Illustration: Lazaro Gamio/Axios

Look for global stock markets to crater and economies to dive into recession if President Trump proceeds with his desire to withdraw from another international accord — this time the World Trade Organization, economic experts tell me.

The big picture: Thus far, Trump has mostly damaged U.S. prestige with his anti-globalization actions, including withdrawing from the Trans-Pacific Partnership and the Paris climate agreement, as well as threatening to pull out of NAFTA. He's also caused global stock markets to gyrate by imposing tariffs on Canada, Europe, and China; and oil prices to rise by pulling out of the Iran nuclear deal. But "the financial shock would be very, very large" should he withdraw from the WTO, said Gary Hufbauer of the Peterson Institute for International Economics.

What they're saying:

  • "Business confidence in the system would be severely shaken," Hufbauer told Axios, and there would be "quite a hit" to long-term investment in plants and equipment. "You don't need much of a slowdown in these areas, and you have recession."
  • "If he persists, if this is more than bluster or a negotiating ploy, he is putting the prosperity of the world at risk," said Brookings' David Wessel.

The backdrop: Last week, Axios' Jonathan Swan was leaked draft legislation, ordered by Trump, that would abandon key tenets of the WTO. Swan's sources tell him that Trump routinely vows to withdraw entirely, and on Monday, the president publicly threatened that "we will be doing something" should the WTO not "treat us properly."
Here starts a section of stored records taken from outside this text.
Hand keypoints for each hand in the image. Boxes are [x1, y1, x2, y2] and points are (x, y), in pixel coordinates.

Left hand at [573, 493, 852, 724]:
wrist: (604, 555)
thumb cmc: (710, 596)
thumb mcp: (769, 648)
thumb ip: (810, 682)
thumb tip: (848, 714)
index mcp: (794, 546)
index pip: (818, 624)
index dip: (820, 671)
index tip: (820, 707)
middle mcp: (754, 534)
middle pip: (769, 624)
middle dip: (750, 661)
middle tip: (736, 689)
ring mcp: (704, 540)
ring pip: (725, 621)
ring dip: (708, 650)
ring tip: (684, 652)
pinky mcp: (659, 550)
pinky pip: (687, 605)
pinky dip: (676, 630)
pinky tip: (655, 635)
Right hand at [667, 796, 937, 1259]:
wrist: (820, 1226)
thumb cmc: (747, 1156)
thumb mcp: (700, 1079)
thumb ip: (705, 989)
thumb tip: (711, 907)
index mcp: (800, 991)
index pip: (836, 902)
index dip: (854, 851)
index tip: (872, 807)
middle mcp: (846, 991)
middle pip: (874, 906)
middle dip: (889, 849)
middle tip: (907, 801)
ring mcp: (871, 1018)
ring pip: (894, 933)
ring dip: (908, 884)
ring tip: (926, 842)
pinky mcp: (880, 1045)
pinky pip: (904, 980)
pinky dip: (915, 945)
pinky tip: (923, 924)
  • The White House seems to be showing little understanding of the WTO's history, originating in 1947 along with the World Bank and the International Monetary Fund as vehicles to prevent any future global war by buoying the economies of the world.
  • What specifically bothers Trump: Analysts say he's bothered by the fact that the WTO still treats China as a developing country, and wants that to change.

But but but: While Eswar Prasad, a professor at Cornell University, expects a huge fallout, he suggests it will be more muted than a full-scale economic reversal.

  • "Trump’s repudiation of the WTO could prove a body blow to the rules underpinning the global trading system," Prasad tells me. "The prospect of that and further disruption could hurt the stock market, but is unlikely to derail U.S. growth momentum sufficiently to tip the economy into recession."

What to watch: The first signal of what's to come will be Friday, when stiff tariffs ordered by Trump on China take effect, following steel tariffs already enacted on Europe and Canada, along with reciprocal tariffs on the U.S. That is, unless Trump halts U.S. action at the last moment, which some suspect he will.

What's next: While this already looks like trade war, more is still ahead. Trump has threatened tariffs on another $400 billion in Chinese products should it retaliate against the U.S. If that happens, look for Beijing to respond harshly, perhaps by disadvantaging U.S. companies operating in China.